*** Opening Input data ***

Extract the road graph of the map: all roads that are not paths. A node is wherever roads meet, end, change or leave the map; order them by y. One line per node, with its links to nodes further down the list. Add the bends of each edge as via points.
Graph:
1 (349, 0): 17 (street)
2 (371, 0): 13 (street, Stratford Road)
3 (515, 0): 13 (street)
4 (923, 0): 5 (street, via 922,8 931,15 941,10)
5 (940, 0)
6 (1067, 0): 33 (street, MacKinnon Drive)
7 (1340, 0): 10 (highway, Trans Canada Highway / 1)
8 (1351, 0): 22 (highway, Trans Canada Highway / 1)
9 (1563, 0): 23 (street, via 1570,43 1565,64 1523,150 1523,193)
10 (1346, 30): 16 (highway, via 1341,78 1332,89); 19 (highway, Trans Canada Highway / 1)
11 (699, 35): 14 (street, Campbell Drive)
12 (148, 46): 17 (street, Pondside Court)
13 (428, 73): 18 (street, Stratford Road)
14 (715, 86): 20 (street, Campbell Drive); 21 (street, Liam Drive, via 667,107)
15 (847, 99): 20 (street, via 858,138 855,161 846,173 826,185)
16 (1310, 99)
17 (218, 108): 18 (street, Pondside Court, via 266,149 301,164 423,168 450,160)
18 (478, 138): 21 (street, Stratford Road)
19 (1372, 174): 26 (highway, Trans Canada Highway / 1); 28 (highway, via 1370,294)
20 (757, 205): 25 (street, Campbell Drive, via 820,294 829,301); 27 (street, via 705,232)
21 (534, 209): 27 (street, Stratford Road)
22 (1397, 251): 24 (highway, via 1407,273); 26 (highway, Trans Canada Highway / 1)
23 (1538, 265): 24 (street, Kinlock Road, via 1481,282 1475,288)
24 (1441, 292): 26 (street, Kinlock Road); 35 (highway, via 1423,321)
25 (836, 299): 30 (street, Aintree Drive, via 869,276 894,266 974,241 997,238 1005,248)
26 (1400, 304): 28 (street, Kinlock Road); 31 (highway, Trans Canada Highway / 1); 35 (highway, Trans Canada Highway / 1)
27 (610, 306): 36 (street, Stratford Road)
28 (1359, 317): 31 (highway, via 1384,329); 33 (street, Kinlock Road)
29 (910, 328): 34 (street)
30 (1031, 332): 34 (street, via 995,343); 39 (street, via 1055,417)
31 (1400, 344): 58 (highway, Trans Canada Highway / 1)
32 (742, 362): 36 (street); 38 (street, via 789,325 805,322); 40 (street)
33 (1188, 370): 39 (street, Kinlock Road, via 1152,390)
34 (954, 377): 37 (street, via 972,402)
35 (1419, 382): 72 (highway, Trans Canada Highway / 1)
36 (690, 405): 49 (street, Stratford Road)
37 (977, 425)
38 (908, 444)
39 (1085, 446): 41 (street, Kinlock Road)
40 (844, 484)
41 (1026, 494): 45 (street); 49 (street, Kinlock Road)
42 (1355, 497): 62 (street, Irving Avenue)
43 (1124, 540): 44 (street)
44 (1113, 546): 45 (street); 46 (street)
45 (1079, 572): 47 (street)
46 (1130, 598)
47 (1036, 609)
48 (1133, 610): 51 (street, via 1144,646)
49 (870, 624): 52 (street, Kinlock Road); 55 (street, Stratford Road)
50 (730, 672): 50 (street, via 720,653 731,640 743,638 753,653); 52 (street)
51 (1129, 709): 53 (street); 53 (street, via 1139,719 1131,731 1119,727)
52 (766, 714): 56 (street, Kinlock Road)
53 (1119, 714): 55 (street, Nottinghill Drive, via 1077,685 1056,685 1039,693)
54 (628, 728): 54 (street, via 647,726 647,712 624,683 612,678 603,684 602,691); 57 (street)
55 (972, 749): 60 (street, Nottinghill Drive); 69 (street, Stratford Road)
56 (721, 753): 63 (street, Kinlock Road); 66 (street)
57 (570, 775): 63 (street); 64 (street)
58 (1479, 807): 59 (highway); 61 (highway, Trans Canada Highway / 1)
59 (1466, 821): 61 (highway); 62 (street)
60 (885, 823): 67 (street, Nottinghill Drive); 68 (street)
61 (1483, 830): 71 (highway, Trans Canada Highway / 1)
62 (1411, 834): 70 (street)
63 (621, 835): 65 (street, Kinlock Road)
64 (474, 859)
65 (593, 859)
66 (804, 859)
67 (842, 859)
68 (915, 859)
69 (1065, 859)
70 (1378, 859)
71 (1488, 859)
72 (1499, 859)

*** Closing Input data ***

Task item
Type out all of the records again, exactly.

Expected answer
Extract the road graph of the map: all roads that are not paths. A node is wherever roads meet, end, change or leave the map; order them by y. One line per node, with its links to nodes further down the list. Add the bends of each edge as via points.
Graph:
1 (349, 0): 17 (street)
2 (371, 0): 13 (street, Stratford Road)
3 (515, 0): 13 (street)
4 (923, 0): 5 (street, via 922,8 931,15 941,10)
5 (940, 0)
6 (1067, 0): 33 (street, MacKinnon Drive)
7 (1340, 0): 10 (highway, Trans Canada Highway / 1)
8 (1351, 0): 22 (highway, Trans Canada Highway / 1)
9 (1563, 0): 23 (street, via 1570,43 1565,64 1523,150 1523,193)
10 (1346, 30): 16 (highway, via 1341,78 1332,89); 19 (highway, Trans Canada Highway / 1)
11 (699, 35): 14 (street, Campbell Drive)
12 (148, 46): 17 (street, Pondside Court)
13 (428, 73): 18 (street, Stratford Road)
14 (715, 86): 20 (street, Campbell Drive); 21 (street, Liam Drive, via 667,107)
15 (847, 99): 20 (street, via 858,138 855,161 846,173 826,185)
16 (1310, 99)
17 (218, 108): 18 (street, Pondside Court, via 266,149 301,164 423,168 450,160)
18 (478, 138): 21 (street, Stratford Road)
19 (1372, 174): 26 (highway, Trans Canada Highway / 1); 28 (highway, via 1370,294)
20 (757, 205): 25 (street, Campbell Drive, via 820,294 829,301); 27 (street, via 705,232)
21 (534, 209): 27 (street, Stratford Road)
22 (1397, 251): 24 (highway, via 1407,273); 26 (highway, Trans Canada Highway / 1)
23 (1538, 265): 24 (street, Kinlock Road, via 1481,282 1475,288)
24 (1441, 292): 26 (street, Kinlock Road); 35 (highway, via 1423,321)
25 (836, 299): 30 (street, Aintree Drive, via 869,276 894,266 974,241 997,238 1005,248)
26 (1400, 304): 28 (street, Kinlock Road); 31 (highway, Trans Canada Highway / 1); 35 (highway, Trans Canada Highway / 1)
27 (610, 306): 36 (street, Stratford Road)
28 (1359, 317): 31 (highway, via 1384,329); 33 (street, Kinlock Road)
29 (910, 328): 34 (street)
30 (1031, 332): 34 (street, via 995,343); 39 (street, via 1055,417)
31 (1400, 344): 58 (highway, Trans Canada Highway / 1)
32 (742, 362): 36 (street); 38 (street, via 789,325 805,322); 40 (street)
33 (1188, 370): 39 (street, Kinlock Road, via 1152,390)
34 (954, 377): 37 (street, via 972,402)
35 (1419, 382): 72 (highway, Trans Canada Highway / 1)
36 (690, 405): 49 (street, Stratford Road)
37 (977, 425)
38 (908, 444)
39 (1085, 446): 41 (street, Kinlock Road)
40 (844, 484)
41 (1026, 494): 45 (street); 49 (street, Kinlock Road)
42 (1355, 497): 62 (street, Irving Avenue)
43 (1124, 540): 44 (street)
44 (1113, 546): 45 (street); 46 (street)
45 (1079, 572): 47 (street)
46 (1130, 598)
47 (1036, 609)
48 (1133, 610): 51 (street, via 1144,646)
49 (870, 624): 52 (street, Kinlock Road); 55 (street, Stratford Road)
50 (730, 672): 50 (street, via 720,653 731,640 743,638 753,653); 52 (street)
51 (1129, 709): 53 (street); 53 (street, via 1139,719 1131,731 1119,727)
52 (766, 714): 56 (street, Kinlock Road)
53 (1119, 714): 55 (street, Nottinghill Drive, via 1077,685 1056,685 1039,693)
54 (628, 728): 54 (street, via 647,726 647,712 624,683 612,678 603,684 602,691); 57 (street)
55 (972, 749): 60 (street, Nottinghill Drive); 69 (street, Stratford Road)
56 (721, 753): 63 (street, Kinlock Road); 66 (street)
57 (570, 775): 63 (street); 64 (street)
58 (1479, 807): 59 (highway); 61 (highway, Trans Canada Highway / 1)
59 (1466, 821): 61 (highway); 62 (street)
60 (885, 823): 67 (street, Nottinghill Drive); 68 (street)
61 (1483, 830): 71 (highway, Trans Canada Highway / 1)
62 (1411, 834): 70 (street)
63 (621, 835): 65 (street, Kinlock Road)
64 (474, 859)
65 (593, 859)
66 (804, 859)
67 (842, 859)
68 (915, 859)
69 (1065, 859)
70 (1378, 859)
71 (1488, 859)
72 (1499, 859)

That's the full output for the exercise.